Where is New York’s Payoff with Fewer Covid Deaths?
To say that everyone has been sacrificing during 2020 would be an understatement. We all would like to think that following the stringent guidelines have saved our loved ones, neighbors, and those we will never meet. So let me share a disturbing calculation from a recent New York Times graphic.
Here it is. This graphic gives the breakdown by Covid wave. Pay attention to the last and most recent wave. I’ll call it the Third Winter Wave. Most everyone cuts the total New York slack for its total death toll. That first wave hit New York State residents, especially nursing home residents hard. You could say that the rest of the country learned from the sacrifices of New Yorkers.
The scenes of piled-up bodies in hospital morgues were shocking. The scramble to assemble ventilators, later not to be used is all part of the learning curve of how to treat Covid. However, by this 2020–2021 winter, hospitals all over the country should be on an equal footing. We have learned better patient care strategies and even have a few useful drugs.
Public health measures expect a payoff for sacrifice in terms of decreased transmission followed by decreased death rates. That’s what makes this back of the envelope calculation so disturbing:
It’s well known that New York has an open disagreement with Florida when it comes to Covid public health measures, because of their respective extreme stances on the role of government in a pandemic. Enlightened, especially civilized New Yorkers maintain six-feet and mask unfailingly even outside as a show of mutual respect. Floridians are regularly depicted partially clothed in Bacchanalian Superbowl or before February, beach bar parties. There’s an extreme spectrum of responses without question.
Schadenfreude expecting New Yorkers are not seeing the payback. Why in during this last wave, why did MORE New Yorkers die as a percentage (and absolute numbers) relative to Floridians.

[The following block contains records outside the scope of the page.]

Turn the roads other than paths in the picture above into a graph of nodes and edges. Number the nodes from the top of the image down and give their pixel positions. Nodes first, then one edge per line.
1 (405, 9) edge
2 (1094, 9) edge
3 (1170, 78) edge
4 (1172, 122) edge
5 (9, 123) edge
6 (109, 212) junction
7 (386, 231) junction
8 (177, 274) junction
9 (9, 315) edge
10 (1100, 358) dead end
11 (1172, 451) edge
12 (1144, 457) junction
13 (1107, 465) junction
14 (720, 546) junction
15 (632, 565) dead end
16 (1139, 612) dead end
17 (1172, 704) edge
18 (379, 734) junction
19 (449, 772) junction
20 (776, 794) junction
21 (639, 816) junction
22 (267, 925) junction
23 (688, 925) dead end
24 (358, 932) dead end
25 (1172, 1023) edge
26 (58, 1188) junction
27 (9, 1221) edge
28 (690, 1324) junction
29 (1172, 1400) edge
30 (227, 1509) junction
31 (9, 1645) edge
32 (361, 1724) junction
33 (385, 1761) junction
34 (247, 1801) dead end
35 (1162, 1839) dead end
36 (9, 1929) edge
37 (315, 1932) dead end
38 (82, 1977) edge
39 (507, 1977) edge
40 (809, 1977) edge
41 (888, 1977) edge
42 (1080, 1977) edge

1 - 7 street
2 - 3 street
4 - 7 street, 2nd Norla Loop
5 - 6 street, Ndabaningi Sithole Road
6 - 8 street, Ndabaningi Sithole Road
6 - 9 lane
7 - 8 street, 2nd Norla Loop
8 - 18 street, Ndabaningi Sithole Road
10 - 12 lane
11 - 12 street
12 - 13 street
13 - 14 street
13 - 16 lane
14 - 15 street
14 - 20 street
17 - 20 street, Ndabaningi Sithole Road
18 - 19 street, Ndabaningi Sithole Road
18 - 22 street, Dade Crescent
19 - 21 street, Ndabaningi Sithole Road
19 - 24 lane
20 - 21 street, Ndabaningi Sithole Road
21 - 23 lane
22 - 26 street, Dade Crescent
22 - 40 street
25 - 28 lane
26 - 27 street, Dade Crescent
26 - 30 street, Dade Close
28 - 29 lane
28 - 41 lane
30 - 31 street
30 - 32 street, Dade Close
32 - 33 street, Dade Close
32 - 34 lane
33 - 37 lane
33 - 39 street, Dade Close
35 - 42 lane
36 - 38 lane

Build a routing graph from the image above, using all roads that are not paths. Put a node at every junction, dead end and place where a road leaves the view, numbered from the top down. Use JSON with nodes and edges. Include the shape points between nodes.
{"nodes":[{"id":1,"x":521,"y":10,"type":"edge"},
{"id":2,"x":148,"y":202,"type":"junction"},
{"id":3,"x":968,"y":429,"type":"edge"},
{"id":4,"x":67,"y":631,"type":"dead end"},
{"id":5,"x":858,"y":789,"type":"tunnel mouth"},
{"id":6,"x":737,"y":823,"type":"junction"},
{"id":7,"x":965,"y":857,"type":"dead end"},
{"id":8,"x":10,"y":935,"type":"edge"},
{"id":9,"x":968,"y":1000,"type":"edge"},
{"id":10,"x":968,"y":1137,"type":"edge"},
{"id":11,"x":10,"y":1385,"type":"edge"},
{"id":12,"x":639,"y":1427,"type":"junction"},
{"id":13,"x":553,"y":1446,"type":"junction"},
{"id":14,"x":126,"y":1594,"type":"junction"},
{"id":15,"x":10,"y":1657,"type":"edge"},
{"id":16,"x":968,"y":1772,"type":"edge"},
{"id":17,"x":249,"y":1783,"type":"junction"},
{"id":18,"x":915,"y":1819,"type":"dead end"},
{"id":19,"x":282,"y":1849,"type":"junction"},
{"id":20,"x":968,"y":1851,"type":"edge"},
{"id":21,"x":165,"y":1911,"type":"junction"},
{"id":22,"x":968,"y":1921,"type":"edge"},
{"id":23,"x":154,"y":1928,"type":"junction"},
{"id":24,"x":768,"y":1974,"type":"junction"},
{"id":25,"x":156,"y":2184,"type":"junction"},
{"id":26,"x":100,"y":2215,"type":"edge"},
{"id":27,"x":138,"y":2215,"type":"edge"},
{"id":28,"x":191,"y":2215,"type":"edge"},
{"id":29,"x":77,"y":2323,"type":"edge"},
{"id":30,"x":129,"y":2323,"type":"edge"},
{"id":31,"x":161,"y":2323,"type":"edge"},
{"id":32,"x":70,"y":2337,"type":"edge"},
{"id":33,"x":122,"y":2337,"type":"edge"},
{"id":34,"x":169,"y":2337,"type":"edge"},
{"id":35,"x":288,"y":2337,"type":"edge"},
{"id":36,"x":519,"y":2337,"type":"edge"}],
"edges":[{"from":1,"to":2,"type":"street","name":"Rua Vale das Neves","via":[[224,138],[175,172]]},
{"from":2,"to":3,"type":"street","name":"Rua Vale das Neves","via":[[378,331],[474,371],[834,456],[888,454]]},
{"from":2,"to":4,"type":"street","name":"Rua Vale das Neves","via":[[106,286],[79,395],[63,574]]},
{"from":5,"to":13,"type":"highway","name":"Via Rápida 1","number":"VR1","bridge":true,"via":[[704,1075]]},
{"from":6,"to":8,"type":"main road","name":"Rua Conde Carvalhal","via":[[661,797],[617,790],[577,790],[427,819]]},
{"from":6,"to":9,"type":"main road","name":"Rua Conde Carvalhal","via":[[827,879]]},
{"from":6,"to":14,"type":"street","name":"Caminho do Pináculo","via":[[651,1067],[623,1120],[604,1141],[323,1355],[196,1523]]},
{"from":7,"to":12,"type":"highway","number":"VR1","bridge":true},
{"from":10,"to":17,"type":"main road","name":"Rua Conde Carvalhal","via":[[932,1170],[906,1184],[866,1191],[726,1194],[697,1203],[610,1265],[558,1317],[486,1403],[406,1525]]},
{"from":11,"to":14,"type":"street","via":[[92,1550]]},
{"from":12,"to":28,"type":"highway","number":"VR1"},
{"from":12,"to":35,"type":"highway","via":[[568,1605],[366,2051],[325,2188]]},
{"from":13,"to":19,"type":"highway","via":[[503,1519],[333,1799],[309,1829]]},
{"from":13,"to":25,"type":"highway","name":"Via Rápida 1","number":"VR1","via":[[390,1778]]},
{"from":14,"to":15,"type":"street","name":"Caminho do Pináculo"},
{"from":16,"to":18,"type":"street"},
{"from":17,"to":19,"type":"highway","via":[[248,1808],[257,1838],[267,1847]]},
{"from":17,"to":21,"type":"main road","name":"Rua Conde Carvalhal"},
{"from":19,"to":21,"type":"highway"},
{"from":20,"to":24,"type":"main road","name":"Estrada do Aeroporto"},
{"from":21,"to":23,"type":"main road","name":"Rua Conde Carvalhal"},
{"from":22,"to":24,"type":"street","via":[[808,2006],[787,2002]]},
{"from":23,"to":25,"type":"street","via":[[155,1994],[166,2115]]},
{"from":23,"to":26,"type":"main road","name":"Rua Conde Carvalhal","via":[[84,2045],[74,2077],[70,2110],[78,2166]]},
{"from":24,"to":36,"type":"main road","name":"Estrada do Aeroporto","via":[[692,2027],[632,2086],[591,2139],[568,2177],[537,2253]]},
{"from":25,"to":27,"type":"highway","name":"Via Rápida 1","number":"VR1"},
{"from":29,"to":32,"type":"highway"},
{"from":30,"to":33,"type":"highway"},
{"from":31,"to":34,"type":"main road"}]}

Not doubt this is a complex question with multiple variables and possible explanations. Let’s see if we can thresh out the variables first. The great majority of those dying from Covid (95%) have comorbidities. Here are the latest compared with most the most recent data I could find with my (fairminded?) evaluation. (You can double-check me with the links at the bottom of the page.
The average Floridian is older, exercises slightly less and more likely to have high blood pressure. The average New Yorker may be slightly less likely to have diabetes and by extrapolation, slightly less prediabetes, but not by much.
To my mind, New York should have fewer total Covid deaths if public health measures decrease the number of Covid exposures.
It should come as no surprise that Floridians were more likely to be infected with Covid. At the time of writing, (2/14/2012), Florida recorded 1,821,937 infections to New York’s 1,568,969, an increase of 252,968 or about 16.1% over New York. We should expect a corresponding higher total death count from Florida. But we are not.
Maybe better treatments came about after New York took one for the country and taught the rest how to treat the Covid. We did not see the first documented, effective treatment from Remdesivir in mid-Summer and monoclonal antibodies in October, 2021, when President Trump famously received Regeneron before FDA approval. By this time, Floridians had suffered a comparable number of infections as New York over the summer, matching the Spring.
So why aren’t New Yorkers reaping the gains of being mindful citizens? Some might propose that more New Yorkers are getting infected from being indoors. The superimposition of the two graphs above does not support that supposition. The curve of new cases appears almost perfectly aligned for the Third Wave taking place around Thanksgiving.
Others suggest Vitamin D from that strong Floridian sunshine can prevent Covid complications. From my incomplete review of the literature, that seems plausible.
Here’s one more possibility that came to my mind. I wonder if Covid-light exposure is immunizing. There is an undefined viral-dosing zone that does not overwhelm the nose’s defenses, but might generate a lasting memory immune reaction or that exposing those who are least likely to have complications is a good public health strategy. While I have only seen this presented in the media negatively, the Great Barrington Declaration may have merit.
The Great Barrington Declaration calls for individuals at significantly lower risk of dying from COVID-19 — as well as those at higher risk who so wish — to be allowed to resume their normal lives, working normally at their usual workplaces rather than from home, socialising in bars and restaurants, and gathering at sporting and cultural events. The declaration claims that increased infection of those at lower risk would lead to a build-up of immunity in the population that would eventually also protect those at higher risk from the SARS-CoV-2 virus.
New Yorkers could be right that without these harsh measures, things could have been worse, or that focusing on mortality alone ignores long-term side effects of Covid infection. These are criticisms weight more than one value other than mortality. However, mortality should vary directly with Covid long-term disabilities.
The original strategy of Flattening the Curve prevented hospitals from being overrun and that the final chapters in this shared saga are yet to play out.
In either case, both States chose different strategies and it is too far along for either to change. Perhaps when the dust settles and a full accounting takes place, it will be clearer which State chose more wisely.
Note: The views expressed are solely my own. They do not represent any organizations where I am employed or am a member.